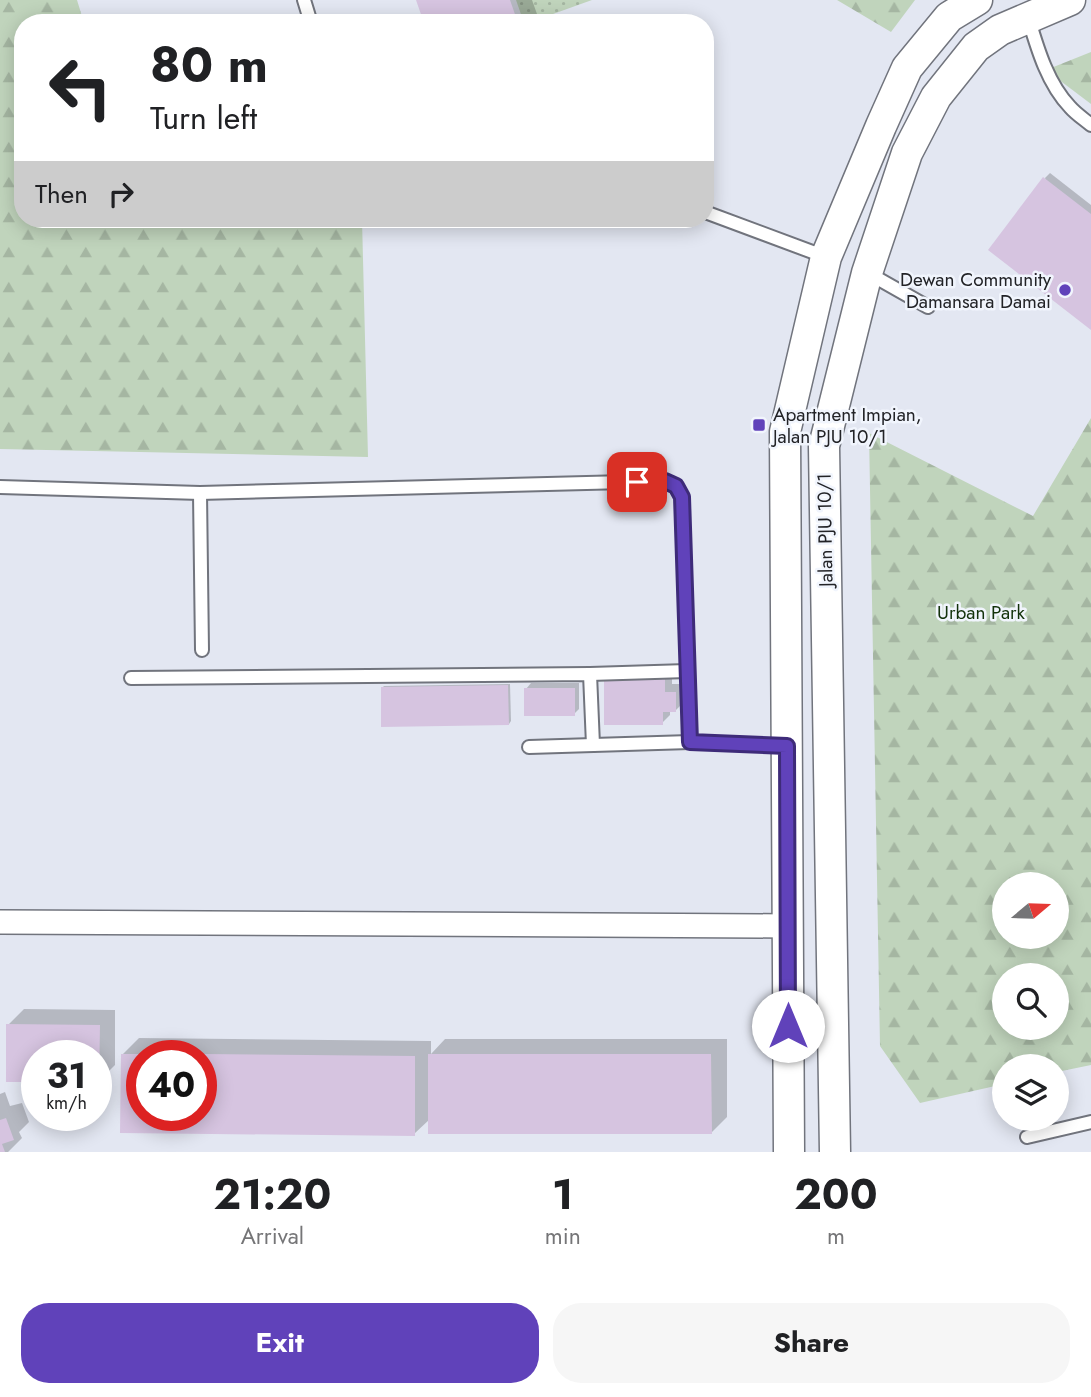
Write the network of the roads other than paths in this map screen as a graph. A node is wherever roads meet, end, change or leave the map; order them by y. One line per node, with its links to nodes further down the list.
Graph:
1 (977, 0): 6 (street, Jalan PJU 10/1)
2 (1070, 0): 3 (street, Jalan PJU 10/1)
3 (1027, 16): 4 (lane); 7 (street, Jalan PJU 10/1)
4 (1091, 125)
5 (714, 215): 6 (lane)
6 (826, 257): 11 (street, Jalan PJU 10/1)
7 (867, 273): 8 (lane); 20 (street, Jalan PJU 10/1)
8 (928, 307)
9 (0, 488): 10 (lane)
10 (200, 493): 12 (lane); 13 (lane)
11 (787, 641): 18 (street, Jalan PJU 10/1); 20 (street)
12 (202, 650)
13 (687, 671): 14 (lane); 16 (lane)
14 (590, 674): 15 (lane); 17 (lane)
15 (131, 678)
16 (690, 742): 17 (lane); 18 (lane)
17 (593, 745): 19 (lane)
18 (787, 746): 22 (street, Jalan PJU 10/1)
19 (529, 747)
20 (829, 752): 26 (street, Jalan PJU 10/1)
21 (0, 922): 22 (street)
22 (788, 926): 25 (street, Jalan PJU 10/1)
23 (1091, 1122): 24 (lane)
24 (1027, 1137)
25 (789, 1152)
26 (835, 1152)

==========

◆ WHAT YOU WILL DO ◆
The required output is each line above restated verbatim, with all images omitted.

◆ SOLUTION TO THIS EXERCISE ◆
Write the network of the roads other than paths in this map screen as a graph. A node is wherever roads meet, end, change or leave the map; order them by y. One line per node, with its links to nodes further down the list.
Graph:
1 (977, 0): 6 (street, Jalan PJU 10/1)
2 (1070, 0): 3 (street, Jalan PJU 10/1)
3 (1027, 16): 4 (lane); 7 (street, Jalan PJU 10/1)
4 (1091, 125)
5 (714, 215): 6 (lane)
6 (826, 257): 11 (street, Jalan PJU 10/1)
7 (867, 273): 8 (lane); 20 (street, Jalan PJU 10/1)
8 (928, 307)
9 (0, 488): 10 (lane)
10 (200, 493): 12 (lane); 13 (lane)
11 (787, 641): 18 (street, Jalan PJU 10/1); 20 (street)
12 (202, 650)
13 (687, 671): 14 (lane); 16 (lane)
14 (590, 674): 15 (lane); 17 (lane)
15 (131, 678)
16 (690, 742): 17 (lane); 18 (lane)
17 (593, 745): 19 (lane)
18 (787, 746): 22 (street, Jalan PJU 10/1)
19 (529, 747)
20 (829, 752): 26 (street, Jalan PJU 10/1)
21 (0, 922): 22 (street)
22 (788, 926): 25 (street, Jalan PJU 10/1)
23 (1091, 1122): 24 (lane)
24 (1027, 1137)
25 (789, 1152)
26 (835, 1152)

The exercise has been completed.